Scan the data for "every" and copy the lines it appears in.

Dataset entries
++++++++++++++++++++
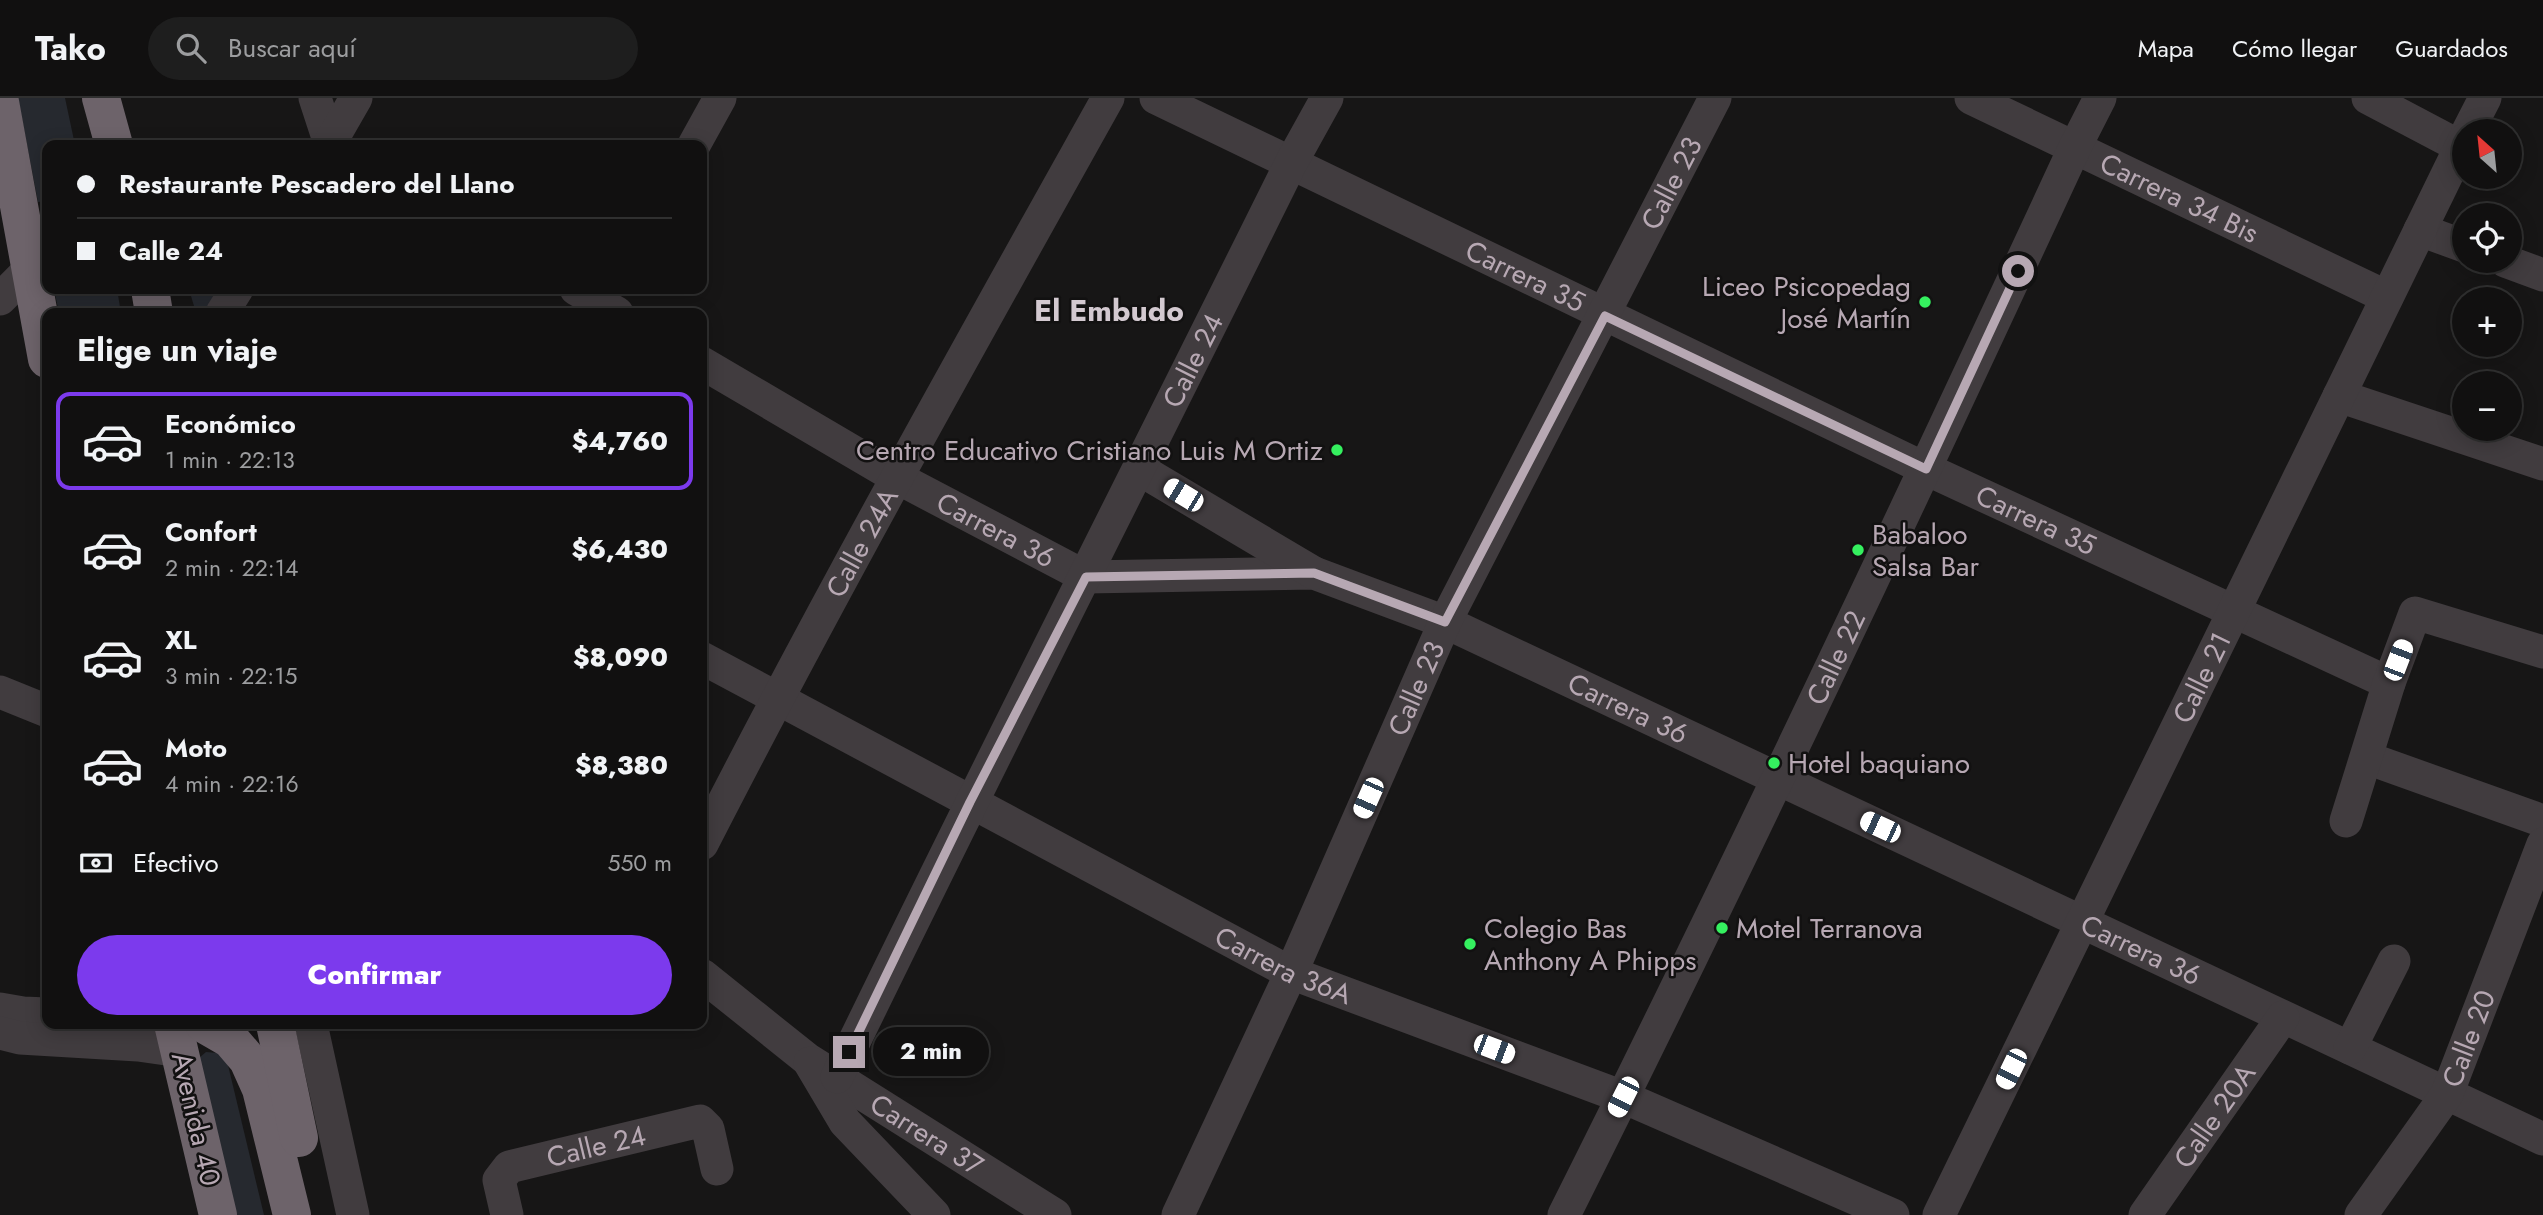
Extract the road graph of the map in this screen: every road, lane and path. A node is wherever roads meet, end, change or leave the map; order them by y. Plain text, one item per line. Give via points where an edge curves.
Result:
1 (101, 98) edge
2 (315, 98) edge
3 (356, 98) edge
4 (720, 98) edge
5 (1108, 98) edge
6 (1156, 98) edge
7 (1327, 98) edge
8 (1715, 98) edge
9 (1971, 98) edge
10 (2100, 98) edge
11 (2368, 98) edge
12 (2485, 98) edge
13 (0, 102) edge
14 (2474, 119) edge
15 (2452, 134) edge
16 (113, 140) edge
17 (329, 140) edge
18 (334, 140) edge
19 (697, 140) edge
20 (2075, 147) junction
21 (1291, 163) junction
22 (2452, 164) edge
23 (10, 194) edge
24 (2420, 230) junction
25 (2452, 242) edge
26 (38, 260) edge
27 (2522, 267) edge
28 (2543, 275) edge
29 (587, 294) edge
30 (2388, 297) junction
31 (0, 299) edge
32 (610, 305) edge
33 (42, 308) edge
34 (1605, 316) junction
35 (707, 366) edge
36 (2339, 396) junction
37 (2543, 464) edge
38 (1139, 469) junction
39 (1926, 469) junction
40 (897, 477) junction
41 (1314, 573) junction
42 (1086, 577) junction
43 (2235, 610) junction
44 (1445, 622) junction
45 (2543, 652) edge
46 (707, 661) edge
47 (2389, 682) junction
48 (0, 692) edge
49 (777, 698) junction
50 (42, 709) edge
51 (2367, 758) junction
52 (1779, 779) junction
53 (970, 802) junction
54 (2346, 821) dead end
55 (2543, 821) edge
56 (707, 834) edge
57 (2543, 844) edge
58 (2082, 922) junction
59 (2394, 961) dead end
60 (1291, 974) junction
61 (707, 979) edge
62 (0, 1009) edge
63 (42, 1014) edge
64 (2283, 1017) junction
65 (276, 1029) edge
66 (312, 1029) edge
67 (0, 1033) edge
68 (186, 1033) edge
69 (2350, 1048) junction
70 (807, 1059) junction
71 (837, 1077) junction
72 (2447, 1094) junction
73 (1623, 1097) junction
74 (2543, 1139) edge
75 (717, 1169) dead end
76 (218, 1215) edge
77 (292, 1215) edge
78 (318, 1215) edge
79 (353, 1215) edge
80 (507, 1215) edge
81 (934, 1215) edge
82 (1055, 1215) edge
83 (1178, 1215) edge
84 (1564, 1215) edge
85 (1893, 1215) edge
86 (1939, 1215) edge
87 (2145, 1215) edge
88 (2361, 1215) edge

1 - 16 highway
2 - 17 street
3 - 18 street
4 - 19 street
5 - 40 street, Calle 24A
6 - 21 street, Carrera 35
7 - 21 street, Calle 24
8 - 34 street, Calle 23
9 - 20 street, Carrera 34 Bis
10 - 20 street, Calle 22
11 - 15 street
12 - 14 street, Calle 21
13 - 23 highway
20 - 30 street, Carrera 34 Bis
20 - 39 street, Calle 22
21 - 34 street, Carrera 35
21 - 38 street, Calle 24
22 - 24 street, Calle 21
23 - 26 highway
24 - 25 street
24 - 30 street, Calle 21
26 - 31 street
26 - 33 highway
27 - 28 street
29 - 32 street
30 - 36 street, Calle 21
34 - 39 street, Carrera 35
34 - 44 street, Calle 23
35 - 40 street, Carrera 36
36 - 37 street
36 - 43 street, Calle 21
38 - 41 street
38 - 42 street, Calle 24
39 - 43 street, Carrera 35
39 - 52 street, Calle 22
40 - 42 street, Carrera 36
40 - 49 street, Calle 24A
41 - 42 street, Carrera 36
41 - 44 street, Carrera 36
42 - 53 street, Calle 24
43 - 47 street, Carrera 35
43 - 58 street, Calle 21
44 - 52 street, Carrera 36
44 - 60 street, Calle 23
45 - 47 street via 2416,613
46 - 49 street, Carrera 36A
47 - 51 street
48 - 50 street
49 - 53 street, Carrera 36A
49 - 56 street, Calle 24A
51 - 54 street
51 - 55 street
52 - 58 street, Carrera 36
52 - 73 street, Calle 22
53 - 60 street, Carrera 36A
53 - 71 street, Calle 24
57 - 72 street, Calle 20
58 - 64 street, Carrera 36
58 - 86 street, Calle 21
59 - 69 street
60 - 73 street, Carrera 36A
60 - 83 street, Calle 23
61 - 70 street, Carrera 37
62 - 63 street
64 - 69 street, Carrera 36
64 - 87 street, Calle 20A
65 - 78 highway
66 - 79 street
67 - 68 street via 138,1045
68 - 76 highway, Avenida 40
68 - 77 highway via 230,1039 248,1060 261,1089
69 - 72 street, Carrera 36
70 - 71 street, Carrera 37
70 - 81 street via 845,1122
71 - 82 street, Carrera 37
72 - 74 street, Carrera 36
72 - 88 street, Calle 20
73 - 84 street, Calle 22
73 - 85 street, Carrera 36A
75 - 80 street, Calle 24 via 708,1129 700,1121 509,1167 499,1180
++++++++++++++++++++
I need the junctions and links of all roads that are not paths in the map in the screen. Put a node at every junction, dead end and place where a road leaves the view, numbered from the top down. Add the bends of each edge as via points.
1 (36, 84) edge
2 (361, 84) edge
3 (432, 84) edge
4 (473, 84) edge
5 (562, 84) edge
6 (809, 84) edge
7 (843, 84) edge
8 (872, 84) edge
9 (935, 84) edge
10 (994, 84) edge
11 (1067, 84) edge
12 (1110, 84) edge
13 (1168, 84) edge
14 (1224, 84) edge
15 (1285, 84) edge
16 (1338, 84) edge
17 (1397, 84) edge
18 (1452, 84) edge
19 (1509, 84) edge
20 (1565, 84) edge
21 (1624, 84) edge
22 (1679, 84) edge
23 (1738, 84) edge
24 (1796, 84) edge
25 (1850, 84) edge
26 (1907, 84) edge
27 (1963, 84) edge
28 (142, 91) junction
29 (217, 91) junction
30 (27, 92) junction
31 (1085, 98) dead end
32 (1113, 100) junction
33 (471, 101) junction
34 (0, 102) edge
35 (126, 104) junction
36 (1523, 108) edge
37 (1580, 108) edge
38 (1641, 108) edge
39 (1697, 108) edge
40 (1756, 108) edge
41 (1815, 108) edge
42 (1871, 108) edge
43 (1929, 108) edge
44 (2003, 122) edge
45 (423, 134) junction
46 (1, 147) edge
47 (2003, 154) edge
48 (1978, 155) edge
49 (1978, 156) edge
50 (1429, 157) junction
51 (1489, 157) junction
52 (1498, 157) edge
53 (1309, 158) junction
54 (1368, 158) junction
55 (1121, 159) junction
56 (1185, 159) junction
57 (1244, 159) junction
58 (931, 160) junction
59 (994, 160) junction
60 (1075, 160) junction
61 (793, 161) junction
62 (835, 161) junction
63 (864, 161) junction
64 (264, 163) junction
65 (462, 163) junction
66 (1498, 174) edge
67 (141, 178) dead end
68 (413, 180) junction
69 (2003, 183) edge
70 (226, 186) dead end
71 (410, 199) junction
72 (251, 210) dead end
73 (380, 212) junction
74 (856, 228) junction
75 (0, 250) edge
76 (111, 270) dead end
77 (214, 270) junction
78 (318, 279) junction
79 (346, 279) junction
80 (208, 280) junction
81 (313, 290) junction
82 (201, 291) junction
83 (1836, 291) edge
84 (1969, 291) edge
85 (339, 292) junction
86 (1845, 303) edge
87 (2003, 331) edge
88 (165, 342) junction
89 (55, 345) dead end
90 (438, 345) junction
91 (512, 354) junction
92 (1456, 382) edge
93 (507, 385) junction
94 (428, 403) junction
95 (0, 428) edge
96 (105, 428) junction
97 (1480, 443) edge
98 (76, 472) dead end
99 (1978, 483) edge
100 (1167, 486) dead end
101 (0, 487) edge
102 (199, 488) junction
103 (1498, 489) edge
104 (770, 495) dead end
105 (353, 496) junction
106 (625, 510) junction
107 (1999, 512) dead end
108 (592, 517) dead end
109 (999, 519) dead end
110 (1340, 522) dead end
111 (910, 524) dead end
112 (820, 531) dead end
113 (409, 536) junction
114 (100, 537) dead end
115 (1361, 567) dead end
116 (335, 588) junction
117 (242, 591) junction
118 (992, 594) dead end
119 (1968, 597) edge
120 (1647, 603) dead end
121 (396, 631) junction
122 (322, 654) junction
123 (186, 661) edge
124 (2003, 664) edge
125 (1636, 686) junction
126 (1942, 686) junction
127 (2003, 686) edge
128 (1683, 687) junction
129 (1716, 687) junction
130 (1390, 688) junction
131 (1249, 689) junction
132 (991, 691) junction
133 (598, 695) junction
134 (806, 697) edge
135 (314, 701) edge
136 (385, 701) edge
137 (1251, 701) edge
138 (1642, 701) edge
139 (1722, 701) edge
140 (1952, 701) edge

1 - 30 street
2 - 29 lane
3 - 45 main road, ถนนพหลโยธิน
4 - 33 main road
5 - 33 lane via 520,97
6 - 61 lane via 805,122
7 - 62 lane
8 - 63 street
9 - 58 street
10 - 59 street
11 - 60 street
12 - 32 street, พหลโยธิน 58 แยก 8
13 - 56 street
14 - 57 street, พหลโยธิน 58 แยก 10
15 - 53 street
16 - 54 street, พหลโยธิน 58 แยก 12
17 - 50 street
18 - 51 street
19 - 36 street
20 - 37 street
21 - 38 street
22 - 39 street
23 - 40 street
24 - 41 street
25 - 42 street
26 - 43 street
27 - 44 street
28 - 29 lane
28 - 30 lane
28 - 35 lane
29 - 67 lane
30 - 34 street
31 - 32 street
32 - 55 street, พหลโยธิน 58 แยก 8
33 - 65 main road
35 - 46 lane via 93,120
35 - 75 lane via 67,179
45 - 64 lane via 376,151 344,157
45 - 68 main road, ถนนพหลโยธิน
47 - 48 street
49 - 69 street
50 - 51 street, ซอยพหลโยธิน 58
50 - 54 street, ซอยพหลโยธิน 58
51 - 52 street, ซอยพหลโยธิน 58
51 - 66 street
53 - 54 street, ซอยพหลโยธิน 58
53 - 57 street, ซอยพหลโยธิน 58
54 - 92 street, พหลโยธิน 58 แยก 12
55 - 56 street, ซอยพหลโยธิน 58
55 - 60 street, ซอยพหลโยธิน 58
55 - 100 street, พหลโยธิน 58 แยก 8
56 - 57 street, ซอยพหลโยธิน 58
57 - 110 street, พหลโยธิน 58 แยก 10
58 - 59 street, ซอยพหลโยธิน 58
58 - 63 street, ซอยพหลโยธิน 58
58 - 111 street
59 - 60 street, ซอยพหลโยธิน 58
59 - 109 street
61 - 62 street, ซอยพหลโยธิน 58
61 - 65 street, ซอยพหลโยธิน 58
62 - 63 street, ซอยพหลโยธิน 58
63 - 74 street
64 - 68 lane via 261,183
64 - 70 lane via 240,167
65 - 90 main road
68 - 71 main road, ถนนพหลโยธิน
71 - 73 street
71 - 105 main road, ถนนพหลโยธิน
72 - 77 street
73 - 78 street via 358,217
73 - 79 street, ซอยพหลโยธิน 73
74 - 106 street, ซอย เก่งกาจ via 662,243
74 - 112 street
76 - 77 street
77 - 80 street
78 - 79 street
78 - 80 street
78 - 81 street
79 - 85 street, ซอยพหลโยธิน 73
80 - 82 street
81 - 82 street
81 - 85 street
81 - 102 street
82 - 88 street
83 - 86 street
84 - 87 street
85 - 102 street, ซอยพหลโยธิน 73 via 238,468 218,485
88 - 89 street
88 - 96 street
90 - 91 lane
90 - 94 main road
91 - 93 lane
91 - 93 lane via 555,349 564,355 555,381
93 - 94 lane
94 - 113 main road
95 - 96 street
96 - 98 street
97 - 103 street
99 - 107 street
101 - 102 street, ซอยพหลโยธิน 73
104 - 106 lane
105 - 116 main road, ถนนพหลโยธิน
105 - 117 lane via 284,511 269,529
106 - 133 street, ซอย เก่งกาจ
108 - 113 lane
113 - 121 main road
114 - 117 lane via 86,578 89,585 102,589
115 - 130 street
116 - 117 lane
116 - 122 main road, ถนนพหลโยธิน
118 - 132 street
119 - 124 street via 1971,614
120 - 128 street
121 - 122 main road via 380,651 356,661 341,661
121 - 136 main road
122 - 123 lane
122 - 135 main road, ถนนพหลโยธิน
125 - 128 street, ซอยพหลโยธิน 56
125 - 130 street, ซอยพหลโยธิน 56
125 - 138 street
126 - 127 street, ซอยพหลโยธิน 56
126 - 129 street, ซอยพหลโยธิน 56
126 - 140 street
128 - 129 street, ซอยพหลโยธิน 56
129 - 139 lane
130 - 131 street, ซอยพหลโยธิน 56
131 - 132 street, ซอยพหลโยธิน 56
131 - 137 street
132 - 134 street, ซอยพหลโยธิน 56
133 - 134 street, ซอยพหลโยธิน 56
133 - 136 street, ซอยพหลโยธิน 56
++++++++++++++++++++
▸ **Finished exercise**
Extract the road graph of the map in this screen: every road, lane and path. A node is wherever roads meet, end, change or leave the map; order them by y. Plain text, one item per line. Give via points where an edge curves.
I need the junctions and links of all roads that are not paths in the map in the screen. Put a node at every junction, dead end and place where a road leaves the view, numbered from the top down. Add the bends of each edge as via points.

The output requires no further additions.